Strictly as a tourist, I did make my way to the Taj, which is next door to the Gate of India, the archway seen on television footage of the violence used by Indian soldiers as a sniper post. The Taj was beautiful. Full cricket field out back, gin-and-tonic bar right out of a Merchant-Ivory production. Now a battlefield.

My worry this season is that we will see more and more battlefields made from monuments. Like many others, my primary emotions when the World Trade Center was bombed, and the Towers fell, lay with those innocents who died in the smoke and rubble, or worse, broke high windows and jumped to avoid a fiery death. We could identify with them, in part because so many of us had been there.
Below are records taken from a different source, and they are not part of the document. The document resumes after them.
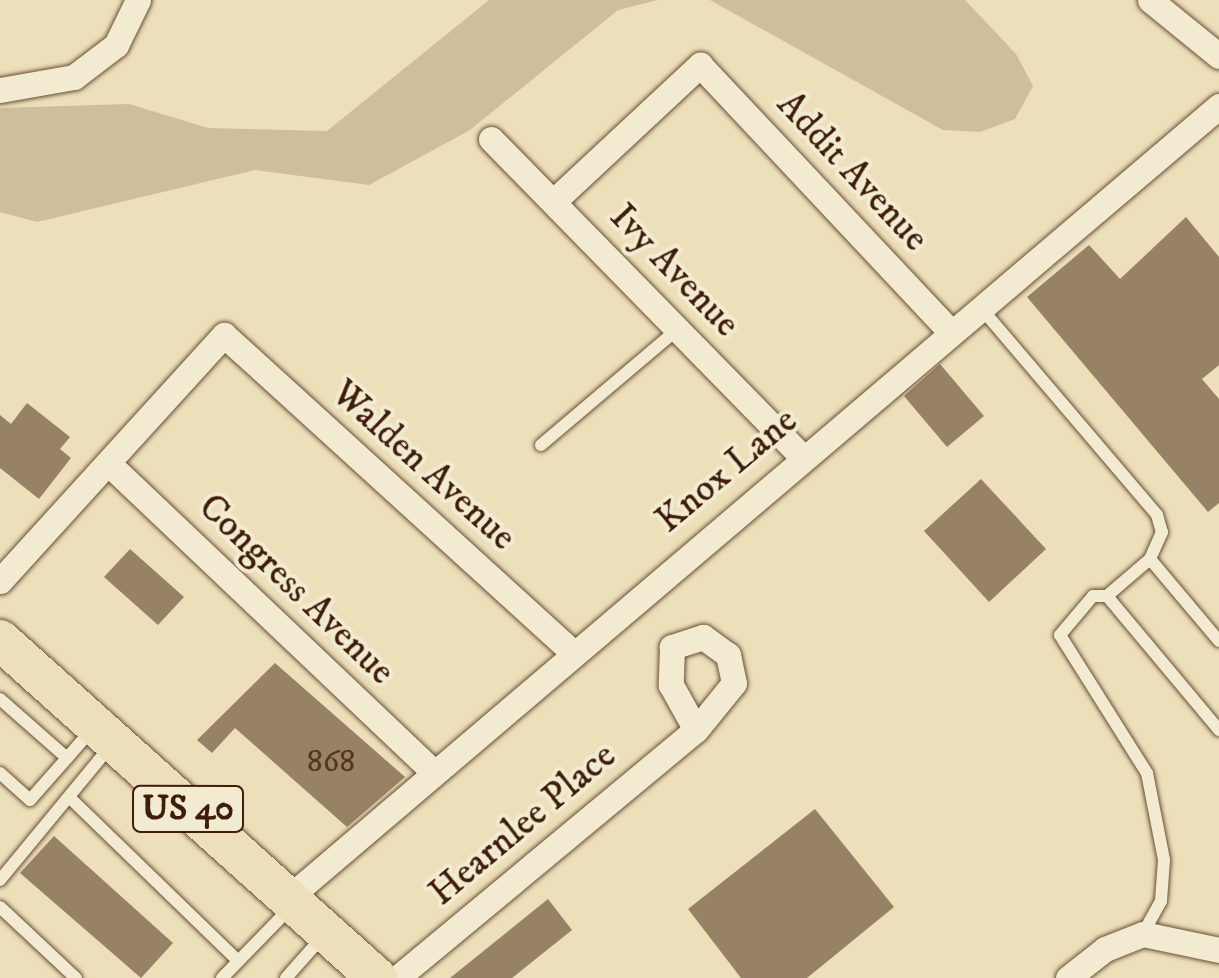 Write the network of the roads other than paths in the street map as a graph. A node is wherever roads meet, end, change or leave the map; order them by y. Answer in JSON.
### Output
{"nodes":[{"id":1,"x":138,"y":0,"type":"edge"},
{"id":2,"x":1150,"y":0,"type":"edge"},
{"id":3,"x":1219,"y":56,"type":"edge"},
{"id":4,"x":0,"y":90,"type":"edge"},
{"id":5,"x":1219,"y":106,"type":"edge"},
{"id":6,"x":492,"y":139,"type":"dead end"},
{"id":7,"x":554,"y":201,"type":"junction"},
{"id":8,"x":981,"y":308,"type":"junction"},
{"id":9,"x":678,"y":329,"type":"junction"},
{"id":10,"x":950,"y":331,"type":"junction"},
{"id":11,"x":542,"y":445,"type":"dead end"},
{"id":12,"x":802,"y":457,"type":"junction"},
{"id":13,"x":109,"y":464,"type":"junction"},
{"id":14,"x":1150,"y":559,"type":"junction"},
{"id":15,"x":0,"y":582,"type":"edge"},
{"id":16,"x":1107,"y":596,"type":"junction"},
{"id":17,"x":0,"y":640,"type":"edge"},
{"id":18,"x":1219,"y":641,"type":"edge"},
{"id":19,"x":572,"y":652,"type":"junction"},
{"id":20,"x":0,"y":699,"type":"edge"},
{"id":21,"x":696,"y":730,"type":"dead end"},
{"id":22,"x":1219,"y":730,"type":"edge"},
{"id":23,"x":104,"y":734,"type":"junction"},
{"id":24,"x":67,"y":758,"type":"junction"},
{"id":25,"x":430,"y":770,"type":"junction"},
{"id":26,"x":0,"y":773,"type":"edge"},
{"id":27,"x":69,"y":797,"type":"junction"},
{"id":28,"x":0,"y":880,"type":"edge"},
{"id":29,"x":290,"y":901,"type":"junction"},
{"id":30,"x":0,"y":907,"type":"edge"},
{"id":31,"x":326,"y":933,"type":"junction"},
{"id":32,"x":1143,"y":934,"type":"junction"},
{"id":33,"x":1219,"y":950,"type":"edge"},
{"id":34,"x":238,"y":961,"type":"junction"},
{"id":35,"x":76,"y":978,"type":"edge"},
{"id":36,"x":222,"y":978,"type":"edge"},
{"id":37,"x":286,"y":978,"type":"edge"},
{"id":38,"x":377,"y":978,"type":"edge"},
{"id":39,"x":397,"y":978,"type":"edge"},
{"id":40,"x":1068,"y":978,"type":"edge"}],
"edges":[{"from":1,"to":4,"type":"street"},
{"from":2,"to":3,"type":"street"},
{"from":5,"to":8,"type":"street","name":"Knox Lane"},
{"from":6,"to":7,"type":"street","name":"Ivy Avenue"},
{"from":7,"to":9,"type":"street","name":"Ivy Avenue"},
{"from":7,"to":10,"type":"street","name":"Addit Avenue"},
{"from":8,"to":10,"type":"street","name":"Knox Lane"},
{"from":8,"to":14,"type":"lane"},
{"from":9,"to":11,"type":"lane"},
{"from":9,"to":12,"type":"street","name":"Ivy Avenue"},
{"from":10,"to":12,"type":"street","name":"Knox Lane"},
{"from":12,"to":19,"type":"street","name":"Knox Lane"},
{"from":13,"to":15,"type":"street"},
{"from":13,"to":19,"type":"street","name":"Walden Avenue"},
{"from":13,"to":25,"type":"street","name":"Congress Avenue"},
{"from":14,"to":16,"type":"lane"},
{"from":14,"to":18,"type":"lane"},
{"from":16,"to":22,"type":"lane"},
{"from":16,"to":32,"type":"lane"},
{"from":17,"to":23,"type":"main road","number":"US 40"},
{"from":19,"to":25,"type":"street","name":"Knox Lane"},
{"from":20,"to":24,"type":"lane"},
{"from":21,"to":39,"type":"street","name":"Hearnlee Place"},
{"from":23,"to":24,"type":"lane"},
{"from":23,"to":27,"type":"lane"},
{"from":23,"to":29,"type":"main road","number":"US 40"},
{"from":24,"to":26,"type":"lane"},
{"from":25,"to":29,"type":"street","name":"Knox Lane"},
{"from":27,"to":28,"type":"lane"},
{"from":27,"to":34,"type":"lane"},
{"from":29,"to":31,"type":"main road","number":"US 40"},
{"from":29,"to":34,"type":"lane"},
{"from":30,"to":35,"type":"lane"},
{"from":31,"to":37,"type":"lane"},
{"from":31,"to":38,"type":"main road","number":"US 40"},
{"from":32,"to":33,"type":"street"},
{"from":32,"to":40,"type":"street"},
{"from":34,"to":36,"type":"lane"}]}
I went to the WTC many times, for business and other reasons, but remember most the lunch I tried to have with Allen Gerson, a Manhattan lawyer friend, at Windows on the World. Allen is now a member of the New York City Council from Greenwich Village and bears responsibility for part of the reconstruction efforts at Ground Zero. At the time it was bombed, I had a case with a lawyer from New York who was standing in line to vote when he heard the plane go overhead and strike its target. His voting precinct was in one of the Towers. His apartment, child’s school, and law office were all within three blocks. All were closed for over a year after the attack.
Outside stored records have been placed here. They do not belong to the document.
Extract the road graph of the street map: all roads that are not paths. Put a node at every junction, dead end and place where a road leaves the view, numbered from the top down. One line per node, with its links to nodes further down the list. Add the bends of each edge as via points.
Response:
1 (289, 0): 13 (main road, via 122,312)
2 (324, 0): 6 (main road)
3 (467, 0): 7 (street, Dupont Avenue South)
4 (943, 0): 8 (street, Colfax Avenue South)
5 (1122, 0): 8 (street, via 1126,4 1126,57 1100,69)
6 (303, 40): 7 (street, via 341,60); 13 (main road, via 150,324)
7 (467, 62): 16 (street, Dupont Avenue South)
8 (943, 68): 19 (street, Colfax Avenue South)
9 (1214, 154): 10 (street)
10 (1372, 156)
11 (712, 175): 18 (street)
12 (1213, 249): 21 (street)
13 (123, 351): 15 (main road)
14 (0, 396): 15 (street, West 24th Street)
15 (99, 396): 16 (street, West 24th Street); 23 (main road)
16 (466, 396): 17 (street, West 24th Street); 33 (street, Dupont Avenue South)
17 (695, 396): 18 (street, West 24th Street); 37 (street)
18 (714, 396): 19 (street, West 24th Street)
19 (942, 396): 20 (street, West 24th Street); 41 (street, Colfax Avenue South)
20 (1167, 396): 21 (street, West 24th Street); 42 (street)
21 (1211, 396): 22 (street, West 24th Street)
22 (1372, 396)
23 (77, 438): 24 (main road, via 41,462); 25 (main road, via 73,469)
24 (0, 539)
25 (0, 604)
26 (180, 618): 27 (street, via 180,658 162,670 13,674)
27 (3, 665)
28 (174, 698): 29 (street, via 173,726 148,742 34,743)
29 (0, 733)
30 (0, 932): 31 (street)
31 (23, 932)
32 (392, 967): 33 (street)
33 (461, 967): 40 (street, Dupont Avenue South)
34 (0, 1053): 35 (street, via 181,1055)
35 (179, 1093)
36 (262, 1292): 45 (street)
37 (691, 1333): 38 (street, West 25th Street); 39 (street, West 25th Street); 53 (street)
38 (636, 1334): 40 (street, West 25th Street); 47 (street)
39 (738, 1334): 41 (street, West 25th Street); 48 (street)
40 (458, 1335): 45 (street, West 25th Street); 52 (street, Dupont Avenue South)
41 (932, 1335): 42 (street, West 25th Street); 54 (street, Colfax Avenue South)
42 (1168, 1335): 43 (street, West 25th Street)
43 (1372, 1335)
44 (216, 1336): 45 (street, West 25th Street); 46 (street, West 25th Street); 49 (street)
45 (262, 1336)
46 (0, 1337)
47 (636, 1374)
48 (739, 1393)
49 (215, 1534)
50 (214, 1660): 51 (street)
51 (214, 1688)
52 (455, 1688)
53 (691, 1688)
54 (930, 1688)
I’ve been lucky to have traveled far and extensively, most of the time under a now-long-gone penumbra of protection I believed I had as an American citizen. We have gone from bulletproof to targets in the last 30 years for many reasons, some from us, some not. Clearly, the world has changed for everybody. But maybe more for Americans.

We don’t believe we should be hated. As a people, we are sure we always have the best of motives, the purest intentions, the most money to give and the loosest pockets for those in trouble, a light and a magnet for the world. That belief, it must be pointed out, is mostly generated here. As late as the end of 2006, only 20 percent of our citizens possessed a passport. Today, a year after travel restrictions tightened sufficiently to require that document to travel even within the Western Hemisphere, only a third have one. In other words, we know what we think of ourselves, but by and large, little appreciation for how the rest of the world sees us.

I was watching a comedy special last night in which Ricky Gervais, an English actor, made a snide remark about the value of the dollar and asked his American audience how they liked being a third world country. Certainly we’re not there yet, and the advantage we have over the Europeans in our current financial straits is that American ingenuity, commercial innovation, ambition, and old-fashioned hard work will get us farther along than most of the government-based solutions advocated by others. We will never be anything other than a first-rate power in the world.

But that status paints a target on our back as surely as it provided a bulletproof vest 30 years ago. I love my country, and I am proud of my countrymen, but I fear greatly for them. Let us pray, in this season of peace, for wisdom and courage for our new President to show our best face to the world and for trouble to our enemies.

And this column was about as Christmas-y as curried goat. Hope you got something out of it.

Kiss your family and draw them tightly to you over the season, eat lots of great food, and. . .I’ll see you guys on the flip.

Merry Christmas.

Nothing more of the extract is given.